Split An Array Into Two Equal Sum Subarrays

Given an array of integers arr, return true if it is possible to split it in two subarrays (without reordering the elements), such that the sum of the two subarrays are equal. If it is not possible then return false.

Examples:

Input: arr = [1, 2, 3, 4, 5, 5]
Output: true
Explanation: In the above example, we can divide the array into two subarrays with eqaul sum. The two subarrays are: [1, 2, 3, 4] and [5, 5]. The sum of both the subarrays are 10. Hence, the answer is true.

Input: arr = [4, 3, 2, 1]
Output: false
Explanation: In the above example, we cannot divide the array into two subarrays with eqaul sum. Hence, the answer is false.

Expected Time Complexity: O(n)
Expected Space Complexity: O(1)

Constraints:
1<=arr.size()<=10⁵ 
1<=arr[i]<=10⁶

Approach 01:

#include <vector>

class Solution {
  public:
    bool canSplit(std::vector<int>& numbers) {
        long long int totalSum = 0;
        for (int i = 0; i < numbers.size(); i++) {
            totalSum += numbers[i];  // Calculate the total sum of the array
        }
        
        long long int leftSum = 0;
        for (int i = 0; i < numbers.size(); i++) {
            leftSum += numbers[i];   // Accumulate the sum on the left side
            totalSum -= numbers[i];  // Decrease the current element from the total sum to get the right side sum
            
            if (leftSum == totalSum) {
                return true;  // If both sides are equal, return true
            }
        }
        
        return false;  // Return false if no such point is found
    }

};

class Solution:
    def canSplit(self, numbers):
        totalSum = sum(numbers)  # Calculate the total sum of the array
        
        leftSum = 0
        for number in numbers:
            leftSum += number  # Accumulate the sum on the left side
            totalSum -= number  # Decrease the current element from the total sum to get the right side sum
            
            if leftSum == totalSum:
                return True  # If both sides are equal, return true
        
        return False  # Return false if no such point is found

Time Complexity

• Calculating the Total Sum:

  In the first loop, we calculate the total sum of the array, which takes \( O(n) \) time, where \( n \) is the size of the numbers array.

• Checking for a Split Point:

  In the second loop, we iterate over the array again to check if a split point exists where the sum of elements on the left equals the sum of elements on the right.

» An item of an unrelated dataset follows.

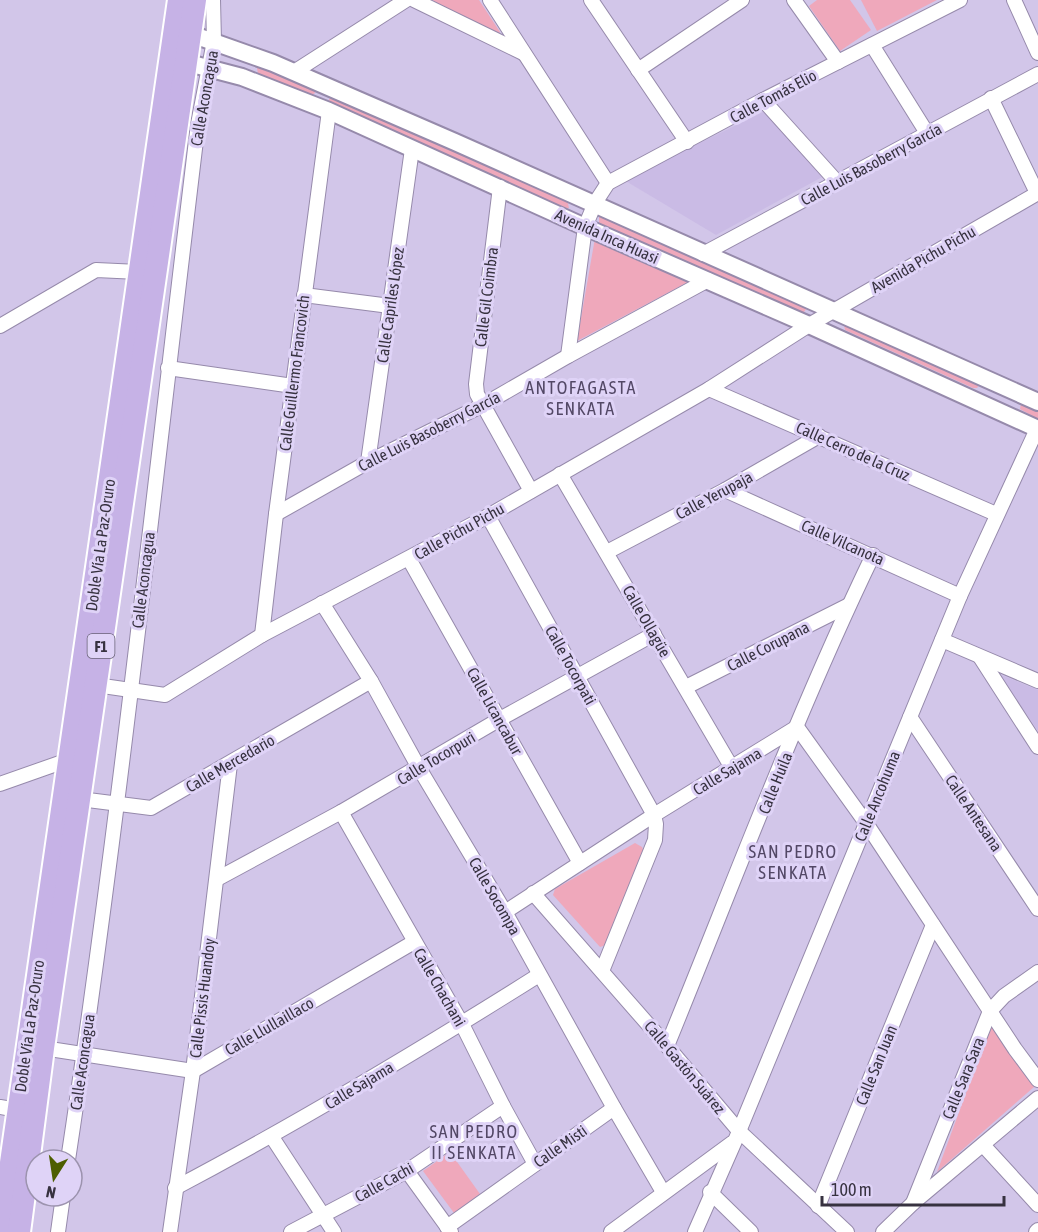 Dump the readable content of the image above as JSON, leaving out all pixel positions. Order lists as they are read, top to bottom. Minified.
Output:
{"streets":{"highway":["Doble Vía La Paz-Oruro","F1"],"street":["Calle Tomás Elio","Calle Aconcagua","Calle Luis Basoberry García","Avenida Inca Huasi","Avenida Pichu Pichu","Calle Gil Coimbra","Calle Capriles López","Calle Guillermo Francovich","Calle Cerro de la Cruz","Calle Yerupaja","Calle Pichu Pichu","Calle Vilcanota","Calle Ollagüe","Calle Corupana","Calle Tocorpati","Calle Licancabur","Calle Tocorpuri","Calle Mercedario","Calle Sajama","Calle Huila","Calle Ancohuma","Calle Antesana","Calle Socompa","Calle Chachani","Calle Pissis Huandoy","Calle Llullaillaco","Calle San Juan","Calle Gastón Suárez","Calle Sara Sara","Calle Misti","Calle Cachi"]},"crossings":[["Calle Tomás Elio","Calle Luis Basoberry García"],["Calle Tomás Elio","Avenida Inca Huasi"],["Calle Aconcagua","Avenida Inca Huasi"],["Calle Aconcagua","Calle Pichu Pichu"],["Calle Aconcagua","Calle Mercedario"],["Calle Luis Basoberry García","Avenida Inca Huasi"],["Calle Luis Basoberry García","Calle Gil Coimbra"],["Calle Luis Basoberry García","Calle Capriles López"],["Calle Luis Basoberry García","Calle Guillermo Francovich"],["Avenida Inca Huasi","Avenida Pichu Pichu"],["Avenida Inca Huasi","Calle Gil Coimbra"],["Avenida Inca Huasi","Calle Capriles López"],["Avenida Inca Huasi","Calle Guillermo Francovich"],["Avenida Inca Huasi","Calle Pichu Pichu"],["Avenida Inca Huasi","Doble Vía La Paz-Oruro"],["Avenida Inca Huasi","Calle Ancohuma"],["Avenida Pichu Pichu","Calle Pichu Pichu"],["Calle Gil Coimbra","Calle Pichu Pichu"],["Calle Guillermo Francovich","Calle Pichu Pichu"],["Calle Cerro de la Cruz","Calle Yerupaja"],["Calle Cerro de la Cruz","Calle Pichu Pichu"],["Calle Cerro de la Cruz","Calle Ancohuma"],["Calle Yerupaja","Calle Vilcanota"],["Calle Yerupaja","Calle Ollagüe"],["Calle Pichu Pichu","Doble Vía La Paz-Oruro"],["Calle Pichu Pichu","Calle Ollagüe"],["Calle Pichu Pichu","Calle Tocorpati"],["Calle Pichu Pichu","Calle Licancabur"],["Calle Pichu Pichu","Calle Socompa"],["Calle Vilcanota","Calle Huila"],["Calle Vilcanota","Calle Ancohuma"],["Doble Vía La Paz-Oruro","Calle Mercedario"],["Calle Ollagüe","Calle Corupana"],["Calle Ollagüe","Calle Tocorpuri"],["Calle Ollagüe","Calle Sajama"],["Calle Corupana","Calle Huila"],["Calle Tocorpati","Calle Tocorpuri"],["Calle Tocorpati","Calle Sajama"],["Calle Licancabur","Calle Tocorpuri"],["Calle Licancabur","Calle Sajama"],["Calle Tocorpuri","Calle Socompa"],["Calle Tocorpuri","Calle Chachani"],["Calle Tocorpuri","Calle Pissis Huandoy"],["Calle Mercedario","Calle Socompa"],["Calle Mercedario","Calle Pissis Huandoy"],["Calle Sajama","Calle Huila"],["Calle Sajama","Calle Socompa"],["Calle Sajama","Calle Chachani"],["Calle Sajama","Calle Pissis Huandoy"],["Calle Sajama","Calle Gastón Suárez"],["Calle Huila","Calle Gastón Suárez"],["Calle Ancohuma","Calle Antesana"],["Calle Ancohuma","Calle Gastón Suárez"],["Calle Socompa","Calle Misti"],["Calle Chachani","Calle Llullaillaco"],["Calle Chachani","Calle Misti"],["Calle Chachani","Calle Cachi"],["Calle Pissis Huandoy","Calle Llullaillaco"],["Calle San Juan","Calle Gastón Suárez"]],"districts":["ANTOFAGASTA SENKATA","SAN PEDRO SENKATA","SAN PEDRO II SENKATA"],"scale_bar":"100 m","north":"bottom"}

This also takes \( O(n) \) time.

• Overall Time Complexity:

  The overall time complexity is \( O(n) \) as both loops run sequentially.

Space Complexity

• Space Usage:

  The algorithm uses a constant amount of extra space, \( O(1) \), for storing variables like totalSum and leftSum. No additional data structures are used that grow with the input size.

• Overall Space Complexity:

  The overall space complexity is \( O(1) \).